La natation de vitesse : oui, mais pas à n’importe quel prix
Dans cette perspective, il apparaît nécessaire de réinterroger les choix didactiques et évaluatifs en accordant une place centrale à la respiration aquatique. Celle-ci constitue un organisateur fondamental de l’activité du nageur, conditionnant à la fois l’équilibre, la propulsion et la gestion de l’effort. Son enseignement explicite et sa prise en compte dans l’évaluation apparaissent essentiels. Former un nageur pour la vie ne consiste pas à reproduire les modèles du haut niveau, mais à permettre à chaque élève de construire une motricité aquatique efficiente, fondée sur la continuité des échanges respiratoires, l’économie d’effort et l’adaptation au milieu.
Emmanuel Auvray
UFRSTAPS Caen,
Université de Caen-Normandie
[1] Auvray, E. (2022). « Les piscines publiques, une fabrique à citoyens ». The Conversation. En ligne, Https://theconversation.com/les-piscines-publiques-une-fabrique-a-citoyens-1849601.

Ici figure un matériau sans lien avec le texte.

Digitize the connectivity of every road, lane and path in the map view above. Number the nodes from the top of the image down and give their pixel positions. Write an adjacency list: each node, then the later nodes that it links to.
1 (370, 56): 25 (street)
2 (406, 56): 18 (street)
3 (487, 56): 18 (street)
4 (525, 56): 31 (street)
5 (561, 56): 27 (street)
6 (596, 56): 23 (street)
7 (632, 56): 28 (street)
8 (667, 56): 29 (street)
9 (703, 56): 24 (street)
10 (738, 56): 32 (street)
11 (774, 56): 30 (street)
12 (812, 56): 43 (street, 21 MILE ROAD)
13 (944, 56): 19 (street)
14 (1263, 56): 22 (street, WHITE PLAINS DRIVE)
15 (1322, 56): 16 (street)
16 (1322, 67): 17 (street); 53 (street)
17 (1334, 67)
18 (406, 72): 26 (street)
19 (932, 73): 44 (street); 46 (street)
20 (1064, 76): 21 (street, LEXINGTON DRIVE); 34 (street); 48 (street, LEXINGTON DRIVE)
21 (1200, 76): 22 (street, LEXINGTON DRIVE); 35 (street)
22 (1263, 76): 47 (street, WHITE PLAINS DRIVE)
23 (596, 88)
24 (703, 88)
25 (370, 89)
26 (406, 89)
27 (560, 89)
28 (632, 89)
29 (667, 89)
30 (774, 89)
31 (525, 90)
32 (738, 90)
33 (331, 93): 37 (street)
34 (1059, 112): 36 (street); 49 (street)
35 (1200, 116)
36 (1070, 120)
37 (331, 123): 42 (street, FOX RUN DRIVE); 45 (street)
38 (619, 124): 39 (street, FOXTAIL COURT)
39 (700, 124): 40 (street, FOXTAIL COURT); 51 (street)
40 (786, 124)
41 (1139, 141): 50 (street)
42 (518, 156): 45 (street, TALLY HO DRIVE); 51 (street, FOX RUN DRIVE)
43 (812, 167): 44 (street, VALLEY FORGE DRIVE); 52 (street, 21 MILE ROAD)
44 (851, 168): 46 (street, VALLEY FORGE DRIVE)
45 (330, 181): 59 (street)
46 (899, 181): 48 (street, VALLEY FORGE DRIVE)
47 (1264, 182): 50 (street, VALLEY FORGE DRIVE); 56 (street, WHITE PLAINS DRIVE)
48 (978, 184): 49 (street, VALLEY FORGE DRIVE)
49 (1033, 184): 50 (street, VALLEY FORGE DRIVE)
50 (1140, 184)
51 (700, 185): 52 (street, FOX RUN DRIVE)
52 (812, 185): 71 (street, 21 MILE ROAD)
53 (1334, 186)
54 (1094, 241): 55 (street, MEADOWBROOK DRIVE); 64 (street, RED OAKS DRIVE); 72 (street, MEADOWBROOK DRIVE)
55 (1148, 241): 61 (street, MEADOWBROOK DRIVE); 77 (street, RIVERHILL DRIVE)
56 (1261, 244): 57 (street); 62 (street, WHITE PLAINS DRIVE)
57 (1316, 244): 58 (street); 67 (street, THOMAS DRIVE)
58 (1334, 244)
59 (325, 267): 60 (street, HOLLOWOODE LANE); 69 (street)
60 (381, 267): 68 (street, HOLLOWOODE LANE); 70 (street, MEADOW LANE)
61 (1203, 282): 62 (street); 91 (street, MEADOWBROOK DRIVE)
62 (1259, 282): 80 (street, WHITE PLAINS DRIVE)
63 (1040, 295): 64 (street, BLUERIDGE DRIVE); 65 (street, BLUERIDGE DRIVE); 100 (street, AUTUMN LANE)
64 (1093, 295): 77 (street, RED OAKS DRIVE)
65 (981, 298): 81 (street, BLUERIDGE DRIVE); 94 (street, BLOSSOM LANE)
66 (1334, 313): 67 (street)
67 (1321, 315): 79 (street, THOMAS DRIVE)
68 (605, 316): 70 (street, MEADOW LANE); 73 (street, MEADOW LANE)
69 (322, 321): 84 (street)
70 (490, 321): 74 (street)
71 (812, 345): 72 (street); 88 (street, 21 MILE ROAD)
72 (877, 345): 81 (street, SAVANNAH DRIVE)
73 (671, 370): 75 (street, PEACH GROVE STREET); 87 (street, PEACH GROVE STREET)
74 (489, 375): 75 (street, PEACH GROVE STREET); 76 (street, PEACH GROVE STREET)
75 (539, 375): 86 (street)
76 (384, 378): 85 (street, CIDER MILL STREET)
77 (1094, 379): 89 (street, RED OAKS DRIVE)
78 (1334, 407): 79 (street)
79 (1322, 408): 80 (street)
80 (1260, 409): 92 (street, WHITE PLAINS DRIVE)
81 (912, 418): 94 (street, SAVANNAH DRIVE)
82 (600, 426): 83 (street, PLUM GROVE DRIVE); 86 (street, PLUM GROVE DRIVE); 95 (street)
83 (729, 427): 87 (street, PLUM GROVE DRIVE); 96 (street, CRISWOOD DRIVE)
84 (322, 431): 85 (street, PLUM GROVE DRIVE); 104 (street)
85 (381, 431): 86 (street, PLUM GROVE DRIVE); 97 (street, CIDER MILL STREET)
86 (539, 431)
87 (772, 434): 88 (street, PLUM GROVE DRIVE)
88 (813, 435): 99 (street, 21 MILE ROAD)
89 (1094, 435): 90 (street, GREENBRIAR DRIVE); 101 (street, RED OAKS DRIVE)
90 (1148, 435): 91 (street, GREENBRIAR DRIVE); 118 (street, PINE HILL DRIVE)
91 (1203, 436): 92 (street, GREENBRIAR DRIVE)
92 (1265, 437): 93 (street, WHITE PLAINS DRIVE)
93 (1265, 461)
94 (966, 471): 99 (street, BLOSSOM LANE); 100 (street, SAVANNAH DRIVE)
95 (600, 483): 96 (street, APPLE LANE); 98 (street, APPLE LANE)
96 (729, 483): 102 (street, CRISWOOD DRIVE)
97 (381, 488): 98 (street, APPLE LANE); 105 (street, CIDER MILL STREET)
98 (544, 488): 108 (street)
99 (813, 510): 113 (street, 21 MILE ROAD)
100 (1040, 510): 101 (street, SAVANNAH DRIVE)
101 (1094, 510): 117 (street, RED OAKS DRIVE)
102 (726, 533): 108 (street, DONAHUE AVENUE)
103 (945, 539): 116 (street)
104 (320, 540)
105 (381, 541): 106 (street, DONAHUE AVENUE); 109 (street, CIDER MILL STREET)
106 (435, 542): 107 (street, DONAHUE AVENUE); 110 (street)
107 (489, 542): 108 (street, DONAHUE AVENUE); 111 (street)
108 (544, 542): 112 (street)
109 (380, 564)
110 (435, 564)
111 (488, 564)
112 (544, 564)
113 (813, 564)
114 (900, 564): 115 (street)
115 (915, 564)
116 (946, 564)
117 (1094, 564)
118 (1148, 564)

[2] BO spécial n°11, 2015.
[3] INSERM (2008). Activité physique : contextes et effets sur la santé. Rapport. Paris : Les éditions Inserm.
[4] Santé Publique France (2025). Selon le Bilan de la surveillance épidémiologique des noyades durant l’été 2025 de Santé Publique France, entre le 1er juin et le 13 août 2025, le nombre total de noyades est en augmentation par rapport à 2024 pour la même période : respectivement 1 013 versus 886 soit + 14 %. Pour les noyades suivies de décès, 37 enfants et adolescents sont décédés en 2025 contre 28 en 2024.
[5] Pelayo, P., Wojciechowski, P. (1991). « Natation. La résolution des problèmes respiratoires ». Revue EPS n°230, 29-33 et Revue EPS n°231, 50-53. Catteau, R. (2008). La natation de demain, une pédagogie de l’action. Biarritz : Atlantica. Chollet, D. (2015) Nager un crawl performant. Barcelone : Editions Amphora.
[6] Refuggi, R. (1996). « Obstacles épistémologiques à l’élaboration par les élèves de collège de leur technique de nage ». Thèse de doctorat STAPS, Université de Grenoble. Catteau, R. (2018). « Inter-action entre perception et action : l’exemple en natation ». Revue Contrepied, Hors-série n°20-21, EPS et culturalisme.
[7] Arrêté du 28 février 2022. Attestation du « savoir-nager » en sécurité.
[8] Rapport annuel session 2022. L’évaluation de l’éducation physique et sportive aux baccalauréats général,
technologique et professionnel et au CAP
[9] Potdevin, F., Pelayo, P. (2012). Manuel de natation(s). Paris : éditions Amphora, 92-98.